SOURCE DATA.
********************

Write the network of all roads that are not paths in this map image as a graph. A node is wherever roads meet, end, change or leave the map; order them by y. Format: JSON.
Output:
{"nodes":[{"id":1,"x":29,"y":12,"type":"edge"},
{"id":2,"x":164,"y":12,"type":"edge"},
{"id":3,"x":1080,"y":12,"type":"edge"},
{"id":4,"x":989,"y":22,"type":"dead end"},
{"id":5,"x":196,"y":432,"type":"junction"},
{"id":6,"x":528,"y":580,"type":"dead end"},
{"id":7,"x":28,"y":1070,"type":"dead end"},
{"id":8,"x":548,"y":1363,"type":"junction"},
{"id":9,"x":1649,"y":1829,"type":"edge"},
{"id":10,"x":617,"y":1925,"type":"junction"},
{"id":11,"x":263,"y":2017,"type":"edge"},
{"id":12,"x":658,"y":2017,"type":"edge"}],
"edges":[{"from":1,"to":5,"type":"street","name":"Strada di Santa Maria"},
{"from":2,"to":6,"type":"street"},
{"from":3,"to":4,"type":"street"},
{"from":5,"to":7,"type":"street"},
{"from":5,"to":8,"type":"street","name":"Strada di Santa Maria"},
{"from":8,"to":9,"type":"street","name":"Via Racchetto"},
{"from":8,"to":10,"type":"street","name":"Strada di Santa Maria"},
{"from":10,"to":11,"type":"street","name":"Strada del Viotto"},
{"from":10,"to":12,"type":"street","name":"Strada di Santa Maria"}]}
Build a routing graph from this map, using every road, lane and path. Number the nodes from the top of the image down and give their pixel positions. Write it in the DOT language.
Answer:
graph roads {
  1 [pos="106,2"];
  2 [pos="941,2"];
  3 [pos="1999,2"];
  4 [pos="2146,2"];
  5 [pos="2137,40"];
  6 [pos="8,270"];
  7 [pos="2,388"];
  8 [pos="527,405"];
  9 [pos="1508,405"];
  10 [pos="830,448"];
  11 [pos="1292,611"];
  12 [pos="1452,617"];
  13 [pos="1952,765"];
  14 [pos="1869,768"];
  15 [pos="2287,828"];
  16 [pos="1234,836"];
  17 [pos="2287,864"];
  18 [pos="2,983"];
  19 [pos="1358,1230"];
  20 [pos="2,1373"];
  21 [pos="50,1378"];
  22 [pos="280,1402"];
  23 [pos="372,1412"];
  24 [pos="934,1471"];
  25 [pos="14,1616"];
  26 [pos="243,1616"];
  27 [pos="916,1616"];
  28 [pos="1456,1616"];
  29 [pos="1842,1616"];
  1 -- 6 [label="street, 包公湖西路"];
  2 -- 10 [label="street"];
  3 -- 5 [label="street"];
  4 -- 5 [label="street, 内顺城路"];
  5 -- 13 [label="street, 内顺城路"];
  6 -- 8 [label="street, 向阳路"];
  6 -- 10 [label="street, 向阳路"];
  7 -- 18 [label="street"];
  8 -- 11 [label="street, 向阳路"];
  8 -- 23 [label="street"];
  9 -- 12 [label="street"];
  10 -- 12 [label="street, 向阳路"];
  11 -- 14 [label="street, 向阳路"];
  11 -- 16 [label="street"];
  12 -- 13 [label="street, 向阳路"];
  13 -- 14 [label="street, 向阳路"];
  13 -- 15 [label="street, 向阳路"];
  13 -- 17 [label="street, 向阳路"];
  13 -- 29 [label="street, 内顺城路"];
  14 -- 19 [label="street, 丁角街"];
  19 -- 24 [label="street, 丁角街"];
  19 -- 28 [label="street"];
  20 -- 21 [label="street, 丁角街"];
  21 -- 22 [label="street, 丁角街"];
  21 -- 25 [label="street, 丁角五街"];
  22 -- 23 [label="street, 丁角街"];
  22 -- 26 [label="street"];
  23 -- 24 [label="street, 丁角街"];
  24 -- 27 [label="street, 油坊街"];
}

********************

TASK TO CARRY OUT. After reading the data above, return it verbatim in full.

ANSWER TO THE PROBLEM.
Write the network of all roads that are not paths in this map image as a graph. A node is wherever roads meet, end, change or leave the map; order them by y. Format: JSON.
Output:
{"nodes":[{"id":1,"x":29,"y":12,"type":"edge"},
{"id":2,"x":164,"y":12,"type":"edge"},
{"id":3,"x":1080,"y":12,"type":"edge"},
{"id":4,"x":989,"y":22,"type":"dead end"},
{"id":5,"x":196,"y":432,"type":"junction"},
{"id":6,"x":528,"y":580,"type":"dead end"},
{"id":7,"x":28,"y":1070,"type":"dead end"},
{"id":8,"x":548,"y":1363,"type":"junction"},
{"id":9,"x":1649,"y":1829,"type":"edge"},
{"id":10,"x":617,"y":1925,"type":"junction"},
{"id":11,"x":263,"y":2017,"type":"edge"},
{"id":12,"x":658,"y":2017,"type":"edge"}],
"edges":[{"from":1,"to":5,"type":"street","name":"Strada di Santa Maria"},
{"from":2,"to":6,"type":"street"},
{"from":3,"to":4,"type":"street"},
{"from":5,"to":7,"type":"street"},
{"from":5,"to":8,"type":"street","name":"Strada di Santa Maria"},
{"from":8,"to":9,"type":"street","name":"Via Racchetto"},
{"from":8,"to":10,"type":"street","name":"Strada di Santa Maria"},
{"from":10,"to":11,"type":"street","name":"Strada del Viotto"},
{"from":10,"to":12,"type":"street","name":"Strada di Santa Maria"}]}
Build a routing graph from this map, using every road, lane and path. Number the nodes from the top of the image down and give their pixel positions. Write it in the DOT language.
Answer:
graph roads {
  1 [pos="106,2"];
  2 [pos="941,2"];
  3 [pos="1999,2"];
  4 [pos="2146,2"];
  5 [pos="2137,40"];
  6 [pos="8,270"];
  7 [pos="2,388"];
  8 [pos="527,405"];
  9 [pos="1508,405"];
  10 [pos="830,448"];
  11 [pos="1292,611"];
  12 [pos="1452,617"];
  13 [pos="1952,765"];
  14 [pos="1869,768"];
  15 [pos="2287,828"];
  16 [pos="1234,836"];
  17 [pos="2287,864"];
  18 [pos="2,983"];
  19 [pos="1358,1230"];
  20 [pos="2,1373"];
  21 [pos="50,1378"];
  22 [pos="280,1402"];
  23 [pos="372,1412"];
  24 [pos="934,1471"];
  25 [pos="14,1616"];
  26 [pos="243,1616"];
  27 [pos="916,1616"];
  28 [pos="1456,1616"];
  29 [pos="1842,1616"];
  1 -- 6 [label="street, 包公湖西路"];
  2 -- 10 [label="street"];
  3 -- 5 [label="street"];
  4 -- 5 [label="street, 内顺城路"];
  5 -- 13 [label="street, 内顺城路"];
  6 -- 8 [label="street, 向阳路"];
  6 -- 10 [label="street, 向阳路"];
  7 -- 18 [label="street"];
  8 -- 11 [label="street, 向阳路"];
  8 -- 23 [label="street"];
  9 -- 12 [label="street"];
  10 -- 12 [label="street, 向阳路"];
  11 -- 14 [label="street, 向阳路"];
  11 -- 16 [label="street"];
  12 -- 13 [label="street, 向阳路"];
  13 -- 14 [label="street, 向阳路"];
  13 -- 15 [label="street, 向阳路"];
  13 -- 17 [label="street, 向阳路"];
  13 -- 29 [label="street, 内顺城路"];
  14 -- 19 [label="street, 丁角街"];
  19 -- 24 [label="street, 丁角街"];
  19 -- 28 [label="street"];
  20 -- 21 [label="street, 丁角街"];
  21 -- 22 [label="street, 丁角街"];
  21 -- 25 [label="street, 丁角五街"];
  22 -- 23 [label="street, 丁角街"];
  22 -- 26 [label="street"];
  23 -- 24 [label="street, 丁角街"];
  24 -- 27 [label="street, 油坊街"];
}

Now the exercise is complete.